- Directions for this task:
Among the records below, which lines contain the string "Mews"? Report them.

- Exercise data:
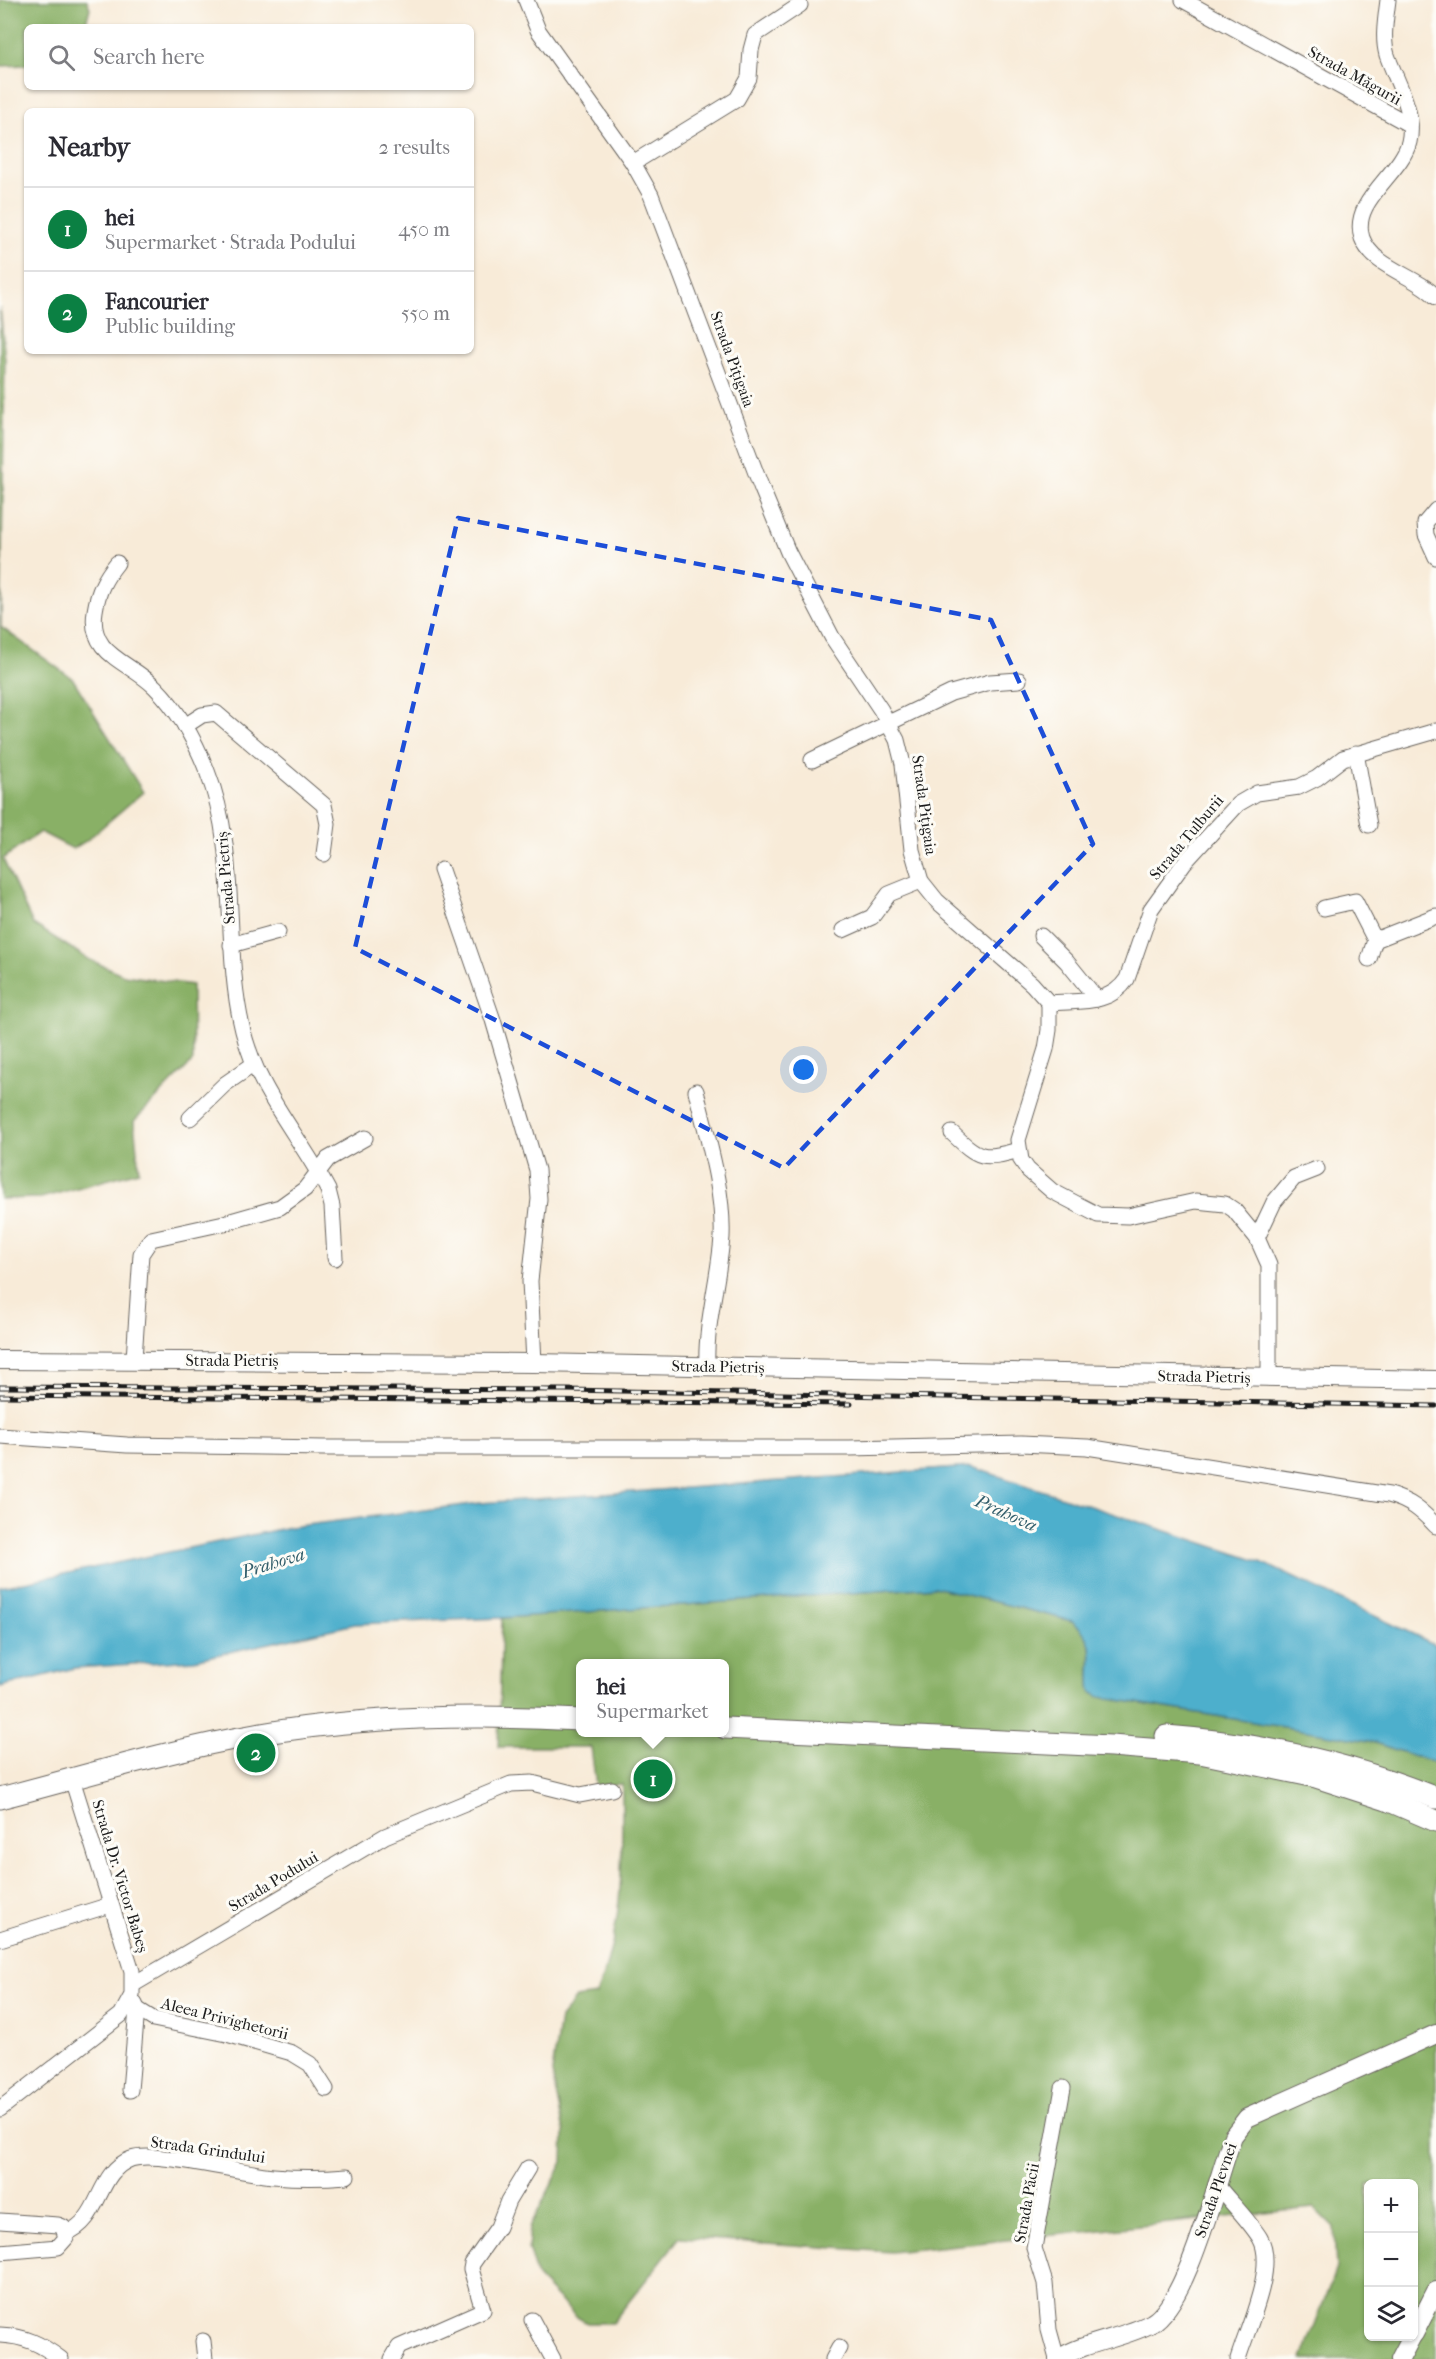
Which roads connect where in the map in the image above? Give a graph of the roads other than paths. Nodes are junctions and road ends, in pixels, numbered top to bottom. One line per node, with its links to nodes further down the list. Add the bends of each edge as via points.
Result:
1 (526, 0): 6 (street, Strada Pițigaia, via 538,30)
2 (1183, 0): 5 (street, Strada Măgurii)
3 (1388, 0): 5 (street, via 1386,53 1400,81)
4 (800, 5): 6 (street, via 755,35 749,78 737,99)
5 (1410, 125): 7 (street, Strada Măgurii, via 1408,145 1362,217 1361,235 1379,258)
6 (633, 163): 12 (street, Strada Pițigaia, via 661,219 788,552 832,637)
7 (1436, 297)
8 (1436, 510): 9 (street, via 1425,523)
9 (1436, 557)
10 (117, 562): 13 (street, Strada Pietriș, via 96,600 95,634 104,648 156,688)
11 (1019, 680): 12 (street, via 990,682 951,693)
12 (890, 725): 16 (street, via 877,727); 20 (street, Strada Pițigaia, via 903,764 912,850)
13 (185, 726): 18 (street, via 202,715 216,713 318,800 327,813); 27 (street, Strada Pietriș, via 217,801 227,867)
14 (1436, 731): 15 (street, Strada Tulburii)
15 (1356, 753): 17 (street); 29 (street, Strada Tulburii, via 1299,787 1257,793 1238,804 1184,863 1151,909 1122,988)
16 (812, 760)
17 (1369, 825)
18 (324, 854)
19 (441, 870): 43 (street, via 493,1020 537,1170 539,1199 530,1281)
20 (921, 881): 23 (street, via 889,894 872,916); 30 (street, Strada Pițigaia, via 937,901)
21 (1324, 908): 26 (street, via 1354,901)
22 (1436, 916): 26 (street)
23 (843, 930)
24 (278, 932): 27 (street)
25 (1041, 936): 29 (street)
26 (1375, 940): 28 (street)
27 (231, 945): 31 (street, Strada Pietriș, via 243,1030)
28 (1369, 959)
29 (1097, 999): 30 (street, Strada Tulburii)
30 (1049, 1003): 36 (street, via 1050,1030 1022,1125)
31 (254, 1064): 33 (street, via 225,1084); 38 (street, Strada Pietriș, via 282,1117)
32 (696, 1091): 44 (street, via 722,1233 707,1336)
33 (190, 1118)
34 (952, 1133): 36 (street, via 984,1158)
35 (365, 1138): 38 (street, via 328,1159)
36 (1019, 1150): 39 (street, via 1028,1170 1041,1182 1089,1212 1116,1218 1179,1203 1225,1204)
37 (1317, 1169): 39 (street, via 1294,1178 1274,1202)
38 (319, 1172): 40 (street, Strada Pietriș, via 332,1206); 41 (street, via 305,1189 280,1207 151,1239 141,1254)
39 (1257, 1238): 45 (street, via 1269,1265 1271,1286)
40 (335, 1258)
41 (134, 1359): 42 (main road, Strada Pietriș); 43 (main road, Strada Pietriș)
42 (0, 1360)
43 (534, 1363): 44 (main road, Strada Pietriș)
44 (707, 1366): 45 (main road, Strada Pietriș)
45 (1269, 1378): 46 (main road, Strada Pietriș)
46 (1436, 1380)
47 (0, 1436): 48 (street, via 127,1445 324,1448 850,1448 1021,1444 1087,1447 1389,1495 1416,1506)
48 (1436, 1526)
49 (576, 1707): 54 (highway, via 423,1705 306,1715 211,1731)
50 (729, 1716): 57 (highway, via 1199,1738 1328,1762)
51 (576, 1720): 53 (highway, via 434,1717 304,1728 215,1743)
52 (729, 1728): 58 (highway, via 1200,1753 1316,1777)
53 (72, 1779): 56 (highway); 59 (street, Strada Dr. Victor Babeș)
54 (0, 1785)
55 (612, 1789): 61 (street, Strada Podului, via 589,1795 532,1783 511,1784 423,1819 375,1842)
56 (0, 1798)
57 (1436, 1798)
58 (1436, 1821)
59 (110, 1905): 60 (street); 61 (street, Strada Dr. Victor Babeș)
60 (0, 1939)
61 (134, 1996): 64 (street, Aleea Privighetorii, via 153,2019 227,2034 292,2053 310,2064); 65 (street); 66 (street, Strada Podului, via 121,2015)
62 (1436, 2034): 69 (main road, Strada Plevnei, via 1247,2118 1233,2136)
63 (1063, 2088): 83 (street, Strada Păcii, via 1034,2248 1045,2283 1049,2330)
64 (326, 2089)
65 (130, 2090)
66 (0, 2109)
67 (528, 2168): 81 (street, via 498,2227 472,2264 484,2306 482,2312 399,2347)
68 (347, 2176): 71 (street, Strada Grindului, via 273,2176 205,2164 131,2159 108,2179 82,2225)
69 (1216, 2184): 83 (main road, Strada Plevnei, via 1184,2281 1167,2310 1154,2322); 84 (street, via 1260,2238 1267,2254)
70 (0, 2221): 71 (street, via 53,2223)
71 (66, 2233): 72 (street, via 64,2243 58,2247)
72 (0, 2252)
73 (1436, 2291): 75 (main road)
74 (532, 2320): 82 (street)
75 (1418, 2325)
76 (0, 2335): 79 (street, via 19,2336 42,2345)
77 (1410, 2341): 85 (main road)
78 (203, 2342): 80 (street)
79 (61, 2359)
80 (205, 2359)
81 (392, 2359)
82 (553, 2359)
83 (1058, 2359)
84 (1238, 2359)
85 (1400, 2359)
---
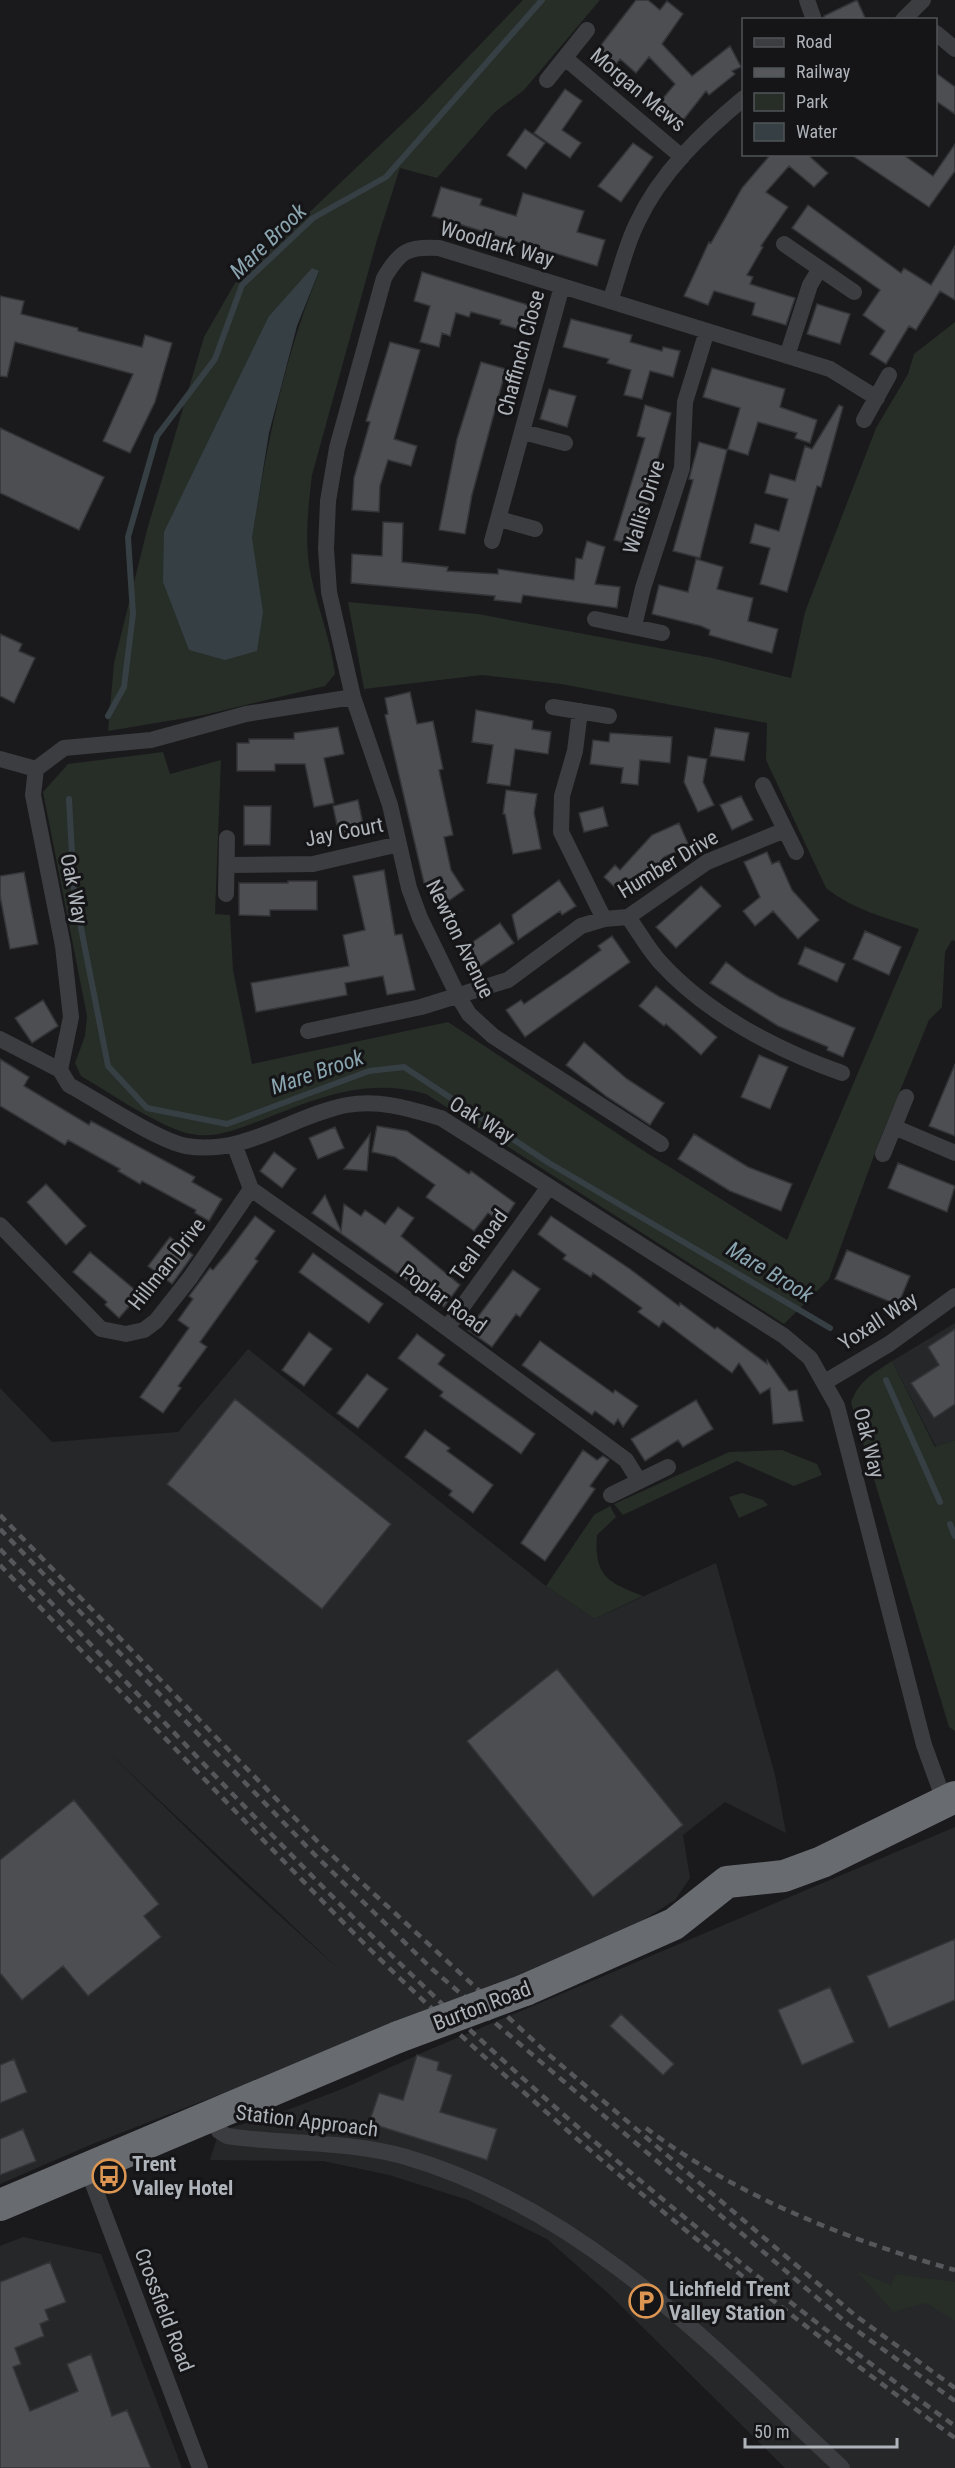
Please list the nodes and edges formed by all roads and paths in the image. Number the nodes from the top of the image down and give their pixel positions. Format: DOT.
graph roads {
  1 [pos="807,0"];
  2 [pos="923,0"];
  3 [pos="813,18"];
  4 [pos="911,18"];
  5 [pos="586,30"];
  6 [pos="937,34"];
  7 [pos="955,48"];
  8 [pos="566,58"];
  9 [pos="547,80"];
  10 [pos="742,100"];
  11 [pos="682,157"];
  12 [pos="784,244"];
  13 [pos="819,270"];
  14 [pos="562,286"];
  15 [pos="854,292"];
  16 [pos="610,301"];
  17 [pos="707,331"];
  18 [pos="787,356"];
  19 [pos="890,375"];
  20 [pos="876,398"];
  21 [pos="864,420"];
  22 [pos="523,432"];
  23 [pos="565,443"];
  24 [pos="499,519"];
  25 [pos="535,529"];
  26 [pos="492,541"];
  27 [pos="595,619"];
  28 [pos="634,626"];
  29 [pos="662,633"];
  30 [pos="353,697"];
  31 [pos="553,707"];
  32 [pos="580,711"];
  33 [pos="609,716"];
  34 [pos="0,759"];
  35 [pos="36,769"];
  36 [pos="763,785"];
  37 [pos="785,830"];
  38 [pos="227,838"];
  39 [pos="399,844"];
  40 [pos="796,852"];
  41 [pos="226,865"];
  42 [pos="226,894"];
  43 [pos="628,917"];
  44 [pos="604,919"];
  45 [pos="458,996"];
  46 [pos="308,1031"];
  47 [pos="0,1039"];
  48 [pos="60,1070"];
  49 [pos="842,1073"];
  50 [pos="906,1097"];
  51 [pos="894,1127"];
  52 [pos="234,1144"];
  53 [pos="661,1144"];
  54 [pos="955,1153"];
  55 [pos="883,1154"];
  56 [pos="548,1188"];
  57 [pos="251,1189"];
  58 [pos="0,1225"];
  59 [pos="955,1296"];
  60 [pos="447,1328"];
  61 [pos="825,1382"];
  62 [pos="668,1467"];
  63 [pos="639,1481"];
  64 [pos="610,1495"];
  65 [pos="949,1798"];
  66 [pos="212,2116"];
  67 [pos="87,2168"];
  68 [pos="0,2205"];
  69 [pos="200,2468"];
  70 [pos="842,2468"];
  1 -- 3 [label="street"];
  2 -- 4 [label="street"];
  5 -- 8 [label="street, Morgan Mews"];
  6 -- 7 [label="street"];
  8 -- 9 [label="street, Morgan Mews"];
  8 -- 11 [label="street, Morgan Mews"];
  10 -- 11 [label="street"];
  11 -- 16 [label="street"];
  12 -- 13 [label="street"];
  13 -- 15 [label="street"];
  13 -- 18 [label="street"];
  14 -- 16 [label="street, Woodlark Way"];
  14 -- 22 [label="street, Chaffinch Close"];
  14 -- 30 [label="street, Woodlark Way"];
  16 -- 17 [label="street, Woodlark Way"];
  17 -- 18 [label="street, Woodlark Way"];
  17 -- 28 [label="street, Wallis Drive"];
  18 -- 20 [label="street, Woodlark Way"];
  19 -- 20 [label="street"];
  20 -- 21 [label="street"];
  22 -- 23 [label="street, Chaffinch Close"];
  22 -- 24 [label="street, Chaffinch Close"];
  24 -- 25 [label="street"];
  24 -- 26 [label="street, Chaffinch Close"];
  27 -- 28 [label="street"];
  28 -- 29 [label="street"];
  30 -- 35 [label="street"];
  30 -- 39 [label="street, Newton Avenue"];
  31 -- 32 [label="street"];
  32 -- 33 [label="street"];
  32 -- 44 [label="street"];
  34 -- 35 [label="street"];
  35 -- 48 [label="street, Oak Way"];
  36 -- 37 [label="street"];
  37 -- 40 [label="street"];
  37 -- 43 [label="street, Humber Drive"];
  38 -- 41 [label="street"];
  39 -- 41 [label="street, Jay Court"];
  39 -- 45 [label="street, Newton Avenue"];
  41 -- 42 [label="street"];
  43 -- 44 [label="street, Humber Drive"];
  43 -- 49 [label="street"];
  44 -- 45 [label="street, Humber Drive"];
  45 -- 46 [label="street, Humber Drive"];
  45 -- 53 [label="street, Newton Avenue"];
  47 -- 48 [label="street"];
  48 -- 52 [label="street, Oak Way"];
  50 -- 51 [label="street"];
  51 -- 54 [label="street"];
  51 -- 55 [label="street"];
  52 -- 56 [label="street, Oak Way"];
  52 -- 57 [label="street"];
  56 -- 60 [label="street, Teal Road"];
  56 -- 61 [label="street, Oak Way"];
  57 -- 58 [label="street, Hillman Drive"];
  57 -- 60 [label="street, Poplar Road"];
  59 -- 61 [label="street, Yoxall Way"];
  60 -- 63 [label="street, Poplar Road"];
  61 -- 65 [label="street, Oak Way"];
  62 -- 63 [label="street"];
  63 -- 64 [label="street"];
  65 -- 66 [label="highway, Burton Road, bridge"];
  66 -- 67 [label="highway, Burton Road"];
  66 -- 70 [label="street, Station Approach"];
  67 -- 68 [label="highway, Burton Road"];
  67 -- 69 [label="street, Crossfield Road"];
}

- Solution to this task:
  5 -- 8 [label="street, Morgan Mews"];
  8 -- 9 [label="street, Morgan Mews"];
  8 -- 11 [label="street, Morgan Mews"];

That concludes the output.